Conventional TPL has been restricted by its reliance on microscope goals, which confined printable areas to some hundred microns. Bigger prints required stitching 1000’s of tiles collectively, creating alignment errors and stopping industrial adoption. The brand new metalens TPL strategy replaces the microscope goal with a tiled array of high-numerical-aperture metalenses, with every lens functioning as a miniature printer.
The workforce built-in a spatial gentle modulator that adjusts the depth of every focal spot in actual time, permitting the system to change beams on or off and management linewidths. “Through the mission, we realized that by dynamically switching the focal spots on and off and thoroughly planning the printing trajectory, we will truly print totally stochastic buildings with a excessive diploma of parallelization,” mentioned Xiaoxing Xia, an LLNL supplies engineer and principal investigator. This adaptive functionality permits the fabrication of non-periodic buildings and complicated designs.

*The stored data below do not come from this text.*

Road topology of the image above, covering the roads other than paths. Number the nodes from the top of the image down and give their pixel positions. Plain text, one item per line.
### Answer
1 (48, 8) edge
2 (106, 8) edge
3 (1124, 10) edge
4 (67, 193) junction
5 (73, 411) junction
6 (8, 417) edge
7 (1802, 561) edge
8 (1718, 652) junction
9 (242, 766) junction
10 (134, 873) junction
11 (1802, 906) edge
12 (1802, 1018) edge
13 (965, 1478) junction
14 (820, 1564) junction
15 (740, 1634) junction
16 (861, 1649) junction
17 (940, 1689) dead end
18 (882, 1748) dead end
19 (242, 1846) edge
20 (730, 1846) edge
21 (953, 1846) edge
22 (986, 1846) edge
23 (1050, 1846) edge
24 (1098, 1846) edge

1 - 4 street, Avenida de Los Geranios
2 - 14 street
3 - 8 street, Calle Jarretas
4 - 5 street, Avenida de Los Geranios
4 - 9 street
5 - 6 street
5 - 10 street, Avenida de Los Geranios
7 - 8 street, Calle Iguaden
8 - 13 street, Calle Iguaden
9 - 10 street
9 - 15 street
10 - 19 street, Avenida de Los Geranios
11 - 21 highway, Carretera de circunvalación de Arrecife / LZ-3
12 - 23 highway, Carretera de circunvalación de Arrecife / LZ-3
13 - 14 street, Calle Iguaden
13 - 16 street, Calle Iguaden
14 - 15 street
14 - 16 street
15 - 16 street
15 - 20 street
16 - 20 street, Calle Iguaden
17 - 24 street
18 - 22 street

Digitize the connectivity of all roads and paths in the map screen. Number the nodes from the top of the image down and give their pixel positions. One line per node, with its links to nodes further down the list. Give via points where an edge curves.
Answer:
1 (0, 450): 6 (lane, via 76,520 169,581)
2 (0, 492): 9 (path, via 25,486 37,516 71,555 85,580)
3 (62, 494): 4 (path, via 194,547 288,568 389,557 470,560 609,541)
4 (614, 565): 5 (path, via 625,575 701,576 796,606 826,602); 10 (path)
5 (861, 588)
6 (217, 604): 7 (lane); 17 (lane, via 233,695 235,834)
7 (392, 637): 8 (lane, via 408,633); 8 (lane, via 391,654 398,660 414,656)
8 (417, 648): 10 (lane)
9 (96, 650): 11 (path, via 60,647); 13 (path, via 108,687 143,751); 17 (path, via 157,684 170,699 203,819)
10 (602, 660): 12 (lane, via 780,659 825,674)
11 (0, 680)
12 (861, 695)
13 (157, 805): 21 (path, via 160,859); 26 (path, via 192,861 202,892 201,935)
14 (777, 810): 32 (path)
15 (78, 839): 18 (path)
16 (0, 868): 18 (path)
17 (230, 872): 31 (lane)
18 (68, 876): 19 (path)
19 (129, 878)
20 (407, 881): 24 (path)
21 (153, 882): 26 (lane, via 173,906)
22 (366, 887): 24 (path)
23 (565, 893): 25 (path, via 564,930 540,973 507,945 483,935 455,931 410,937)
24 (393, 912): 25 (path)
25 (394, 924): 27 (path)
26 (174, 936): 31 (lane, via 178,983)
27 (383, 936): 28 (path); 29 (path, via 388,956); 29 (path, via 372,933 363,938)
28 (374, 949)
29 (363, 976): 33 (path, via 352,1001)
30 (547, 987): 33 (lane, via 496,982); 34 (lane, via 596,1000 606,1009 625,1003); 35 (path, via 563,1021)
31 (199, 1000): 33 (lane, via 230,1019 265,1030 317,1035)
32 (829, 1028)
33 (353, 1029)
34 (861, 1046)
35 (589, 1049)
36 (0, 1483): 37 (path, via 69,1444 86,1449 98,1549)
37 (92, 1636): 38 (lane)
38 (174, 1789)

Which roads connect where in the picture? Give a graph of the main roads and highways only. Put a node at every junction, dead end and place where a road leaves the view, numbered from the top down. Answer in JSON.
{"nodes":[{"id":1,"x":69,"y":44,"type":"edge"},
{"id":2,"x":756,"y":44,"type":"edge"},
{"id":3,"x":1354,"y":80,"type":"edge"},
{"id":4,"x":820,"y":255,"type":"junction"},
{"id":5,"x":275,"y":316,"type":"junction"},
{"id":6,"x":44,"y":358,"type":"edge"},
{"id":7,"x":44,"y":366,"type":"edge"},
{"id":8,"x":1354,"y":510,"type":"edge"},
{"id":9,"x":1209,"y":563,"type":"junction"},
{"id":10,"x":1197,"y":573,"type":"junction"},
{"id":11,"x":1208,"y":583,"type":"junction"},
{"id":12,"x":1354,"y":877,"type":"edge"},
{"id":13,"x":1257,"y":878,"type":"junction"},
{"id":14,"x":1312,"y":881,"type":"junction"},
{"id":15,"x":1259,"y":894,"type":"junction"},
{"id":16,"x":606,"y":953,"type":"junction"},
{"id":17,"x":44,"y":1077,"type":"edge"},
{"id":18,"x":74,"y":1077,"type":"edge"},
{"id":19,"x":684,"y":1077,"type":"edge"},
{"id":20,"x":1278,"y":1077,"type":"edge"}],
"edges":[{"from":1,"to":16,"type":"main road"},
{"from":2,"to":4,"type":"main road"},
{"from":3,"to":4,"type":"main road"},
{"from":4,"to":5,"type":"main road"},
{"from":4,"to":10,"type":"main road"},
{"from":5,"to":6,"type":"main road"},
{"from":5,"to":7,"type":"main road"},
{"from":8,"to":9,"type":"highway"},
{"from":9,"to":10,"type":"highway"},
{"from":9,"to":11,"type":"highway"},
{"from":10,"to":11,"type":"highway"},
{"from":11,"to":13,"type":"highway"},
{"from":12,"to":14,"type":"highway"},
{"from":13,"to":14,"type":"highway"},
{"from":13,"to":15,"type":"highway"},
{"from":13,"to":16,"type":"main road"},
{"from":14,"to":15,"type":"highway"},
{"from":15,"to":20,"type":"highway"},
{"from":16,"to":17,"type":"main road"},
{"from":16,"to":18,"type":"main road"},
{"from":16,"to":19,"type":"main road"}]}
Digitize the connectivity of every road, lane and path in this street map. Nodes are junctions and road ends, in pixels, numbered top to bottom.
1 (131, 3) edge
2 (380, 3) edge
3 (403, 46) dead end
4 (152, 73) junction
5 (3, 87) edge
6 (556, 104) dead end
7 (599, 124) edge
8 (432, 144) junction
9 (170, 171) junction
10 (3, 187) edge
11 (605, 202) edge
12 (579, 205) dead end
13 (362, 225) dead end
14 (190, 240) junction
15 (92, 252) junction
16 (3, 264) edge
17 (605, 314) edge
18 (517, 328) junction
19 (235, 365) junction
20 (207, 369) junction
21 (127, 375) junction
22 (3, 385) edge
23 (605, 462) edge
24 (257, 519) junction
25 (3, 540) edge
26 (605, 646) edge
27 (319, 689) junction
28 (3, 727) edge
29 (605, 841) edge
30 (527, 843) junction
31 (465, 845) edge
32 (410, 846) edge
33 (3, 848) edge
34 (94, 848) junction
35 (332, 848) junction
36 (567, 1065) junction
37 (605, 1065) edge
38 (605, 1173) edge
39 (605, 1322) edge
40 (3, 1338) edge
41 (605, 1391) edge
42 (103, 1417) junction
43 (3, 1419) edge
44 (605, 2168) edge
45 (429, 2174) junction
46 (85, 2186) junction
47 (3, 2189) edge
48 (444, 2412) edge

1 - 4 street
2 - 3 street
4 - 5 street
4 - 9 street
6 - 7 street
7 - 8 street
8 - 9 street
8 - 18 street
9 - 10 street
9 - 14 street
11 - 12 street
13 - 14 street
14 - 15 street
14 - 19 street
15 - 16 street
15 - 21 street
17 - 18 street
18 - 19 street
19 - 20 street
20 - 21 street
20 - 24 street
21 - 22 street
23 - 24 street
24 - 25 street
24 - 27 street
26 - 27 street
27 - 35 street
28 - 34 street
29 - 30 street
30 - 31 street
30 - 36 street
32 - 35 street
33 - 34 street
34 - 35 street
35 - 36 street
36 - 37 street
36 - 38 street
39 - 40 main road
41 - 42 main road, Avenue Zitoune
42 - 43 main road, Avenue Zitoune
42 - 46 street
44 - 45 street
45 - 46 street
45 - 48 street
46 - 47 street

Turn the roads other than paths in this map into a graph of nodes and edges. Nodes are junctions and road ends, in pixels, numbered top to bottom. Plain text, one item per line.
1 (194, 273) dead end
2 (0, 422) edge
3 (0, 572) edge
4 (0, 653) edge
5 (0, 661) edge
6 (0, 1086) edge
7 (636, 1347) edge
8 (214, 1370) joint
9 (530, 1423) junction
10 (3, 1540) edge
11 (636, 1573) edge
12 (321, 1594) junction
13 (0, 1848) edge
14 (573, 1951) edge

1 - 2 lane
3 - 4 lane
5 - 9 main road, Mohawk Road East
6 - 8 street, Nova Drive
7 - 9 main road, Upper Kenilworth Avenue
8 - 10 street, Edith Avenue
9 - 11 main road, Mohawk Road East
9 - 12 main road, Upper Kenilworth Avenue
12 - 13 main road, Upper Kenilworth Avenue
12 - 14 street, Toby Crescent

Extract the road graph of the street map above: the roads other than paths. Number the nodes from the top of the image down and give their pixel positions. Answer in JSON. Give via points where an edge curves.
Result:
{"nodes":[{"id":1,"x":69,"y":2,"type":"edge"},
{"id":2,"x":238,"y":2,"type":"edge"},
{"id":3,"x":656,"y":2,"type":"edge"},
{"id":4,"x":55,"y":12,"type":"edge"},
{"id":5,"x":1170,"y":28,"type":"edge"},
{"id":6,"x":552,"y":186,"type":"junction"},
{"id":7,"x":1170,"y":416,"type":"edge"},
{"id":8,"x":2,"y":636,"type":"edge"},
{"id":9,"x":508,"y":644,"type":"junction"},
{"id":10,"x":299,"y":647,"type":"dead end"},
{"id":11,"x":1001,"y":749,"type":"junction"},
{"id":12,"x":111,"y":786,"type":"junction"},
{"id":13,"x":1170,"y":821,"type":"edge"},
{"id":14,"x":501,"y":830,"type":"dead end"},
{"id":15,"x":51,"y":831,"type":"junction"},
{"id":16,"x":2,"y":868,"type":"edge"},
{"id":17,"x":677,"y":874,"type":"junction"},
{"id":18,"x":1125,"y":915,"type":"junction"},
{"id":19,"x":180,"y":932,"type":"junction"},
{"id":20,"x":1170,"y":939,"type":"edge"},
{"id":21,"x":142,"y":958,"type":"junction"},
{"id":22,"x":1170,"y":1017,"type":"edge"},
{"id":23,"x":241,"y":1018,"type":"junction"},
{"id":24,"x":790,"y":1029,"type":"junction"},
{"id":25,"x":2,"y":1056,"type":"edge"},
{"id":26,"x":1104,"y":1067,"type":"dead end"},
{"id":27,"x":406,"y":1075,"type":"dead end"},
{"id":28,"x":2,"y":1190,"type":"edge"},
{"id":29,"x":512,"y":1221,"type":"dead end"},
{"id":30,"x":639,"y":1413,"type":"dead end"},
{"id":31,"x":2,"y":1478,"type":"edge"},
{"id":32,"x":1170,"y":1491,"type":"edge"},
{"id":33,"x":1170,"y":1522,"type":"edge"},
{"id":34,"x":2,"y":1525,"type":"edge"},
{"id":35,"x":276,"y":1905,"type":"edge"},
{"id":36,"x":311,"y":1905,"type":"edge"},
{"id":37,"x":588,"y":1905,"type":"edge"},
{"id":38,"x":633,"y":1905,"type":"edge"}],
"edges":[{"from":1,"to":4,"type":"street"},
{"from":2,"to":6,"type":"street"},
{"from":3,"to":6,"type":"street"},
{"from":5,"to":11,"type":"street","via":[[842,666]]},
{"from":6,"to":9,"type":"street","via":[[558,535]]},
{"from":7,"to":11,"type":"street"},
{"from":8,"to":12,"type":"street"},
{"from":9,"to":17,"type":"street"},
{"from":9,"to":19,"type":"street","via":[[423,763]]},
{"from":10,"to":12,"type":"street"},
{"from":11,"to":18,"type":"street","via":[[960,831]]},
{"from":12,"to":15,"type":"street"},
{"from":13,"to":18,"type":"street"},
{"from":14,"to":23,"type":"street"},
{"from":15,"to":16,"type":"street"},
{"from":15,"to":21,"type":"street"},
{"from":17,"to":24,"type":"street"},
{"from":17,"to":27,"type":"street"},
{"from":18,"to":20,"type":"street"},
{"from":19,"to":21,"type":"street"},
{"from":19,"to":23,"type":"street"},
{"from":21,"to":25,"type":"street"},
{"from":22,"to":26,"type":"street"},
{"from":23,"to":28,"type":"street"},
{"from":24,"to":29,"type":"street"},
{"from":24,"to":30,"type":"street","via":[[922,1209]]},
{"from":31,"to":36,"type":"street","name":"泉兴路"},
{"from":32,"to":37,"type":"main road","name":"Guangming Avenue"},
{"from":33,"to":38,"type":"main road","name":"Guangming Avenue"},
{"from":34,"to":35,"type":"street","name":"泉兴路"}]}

The expertise, named MetaLitho3D, has potential purposes in microfluidics, quantum info, microelectronics, photonics, and biomedicine. The platform can fabricate tens of thousands and thousands of micro-particles per day and will scale up LLNL’s analysis on 3D printing fusion gasoline capsules and quantum computing chips. The expertise just lately gained a 2025 R&D 100 Award, suggesting industrial viability for industrial purposes.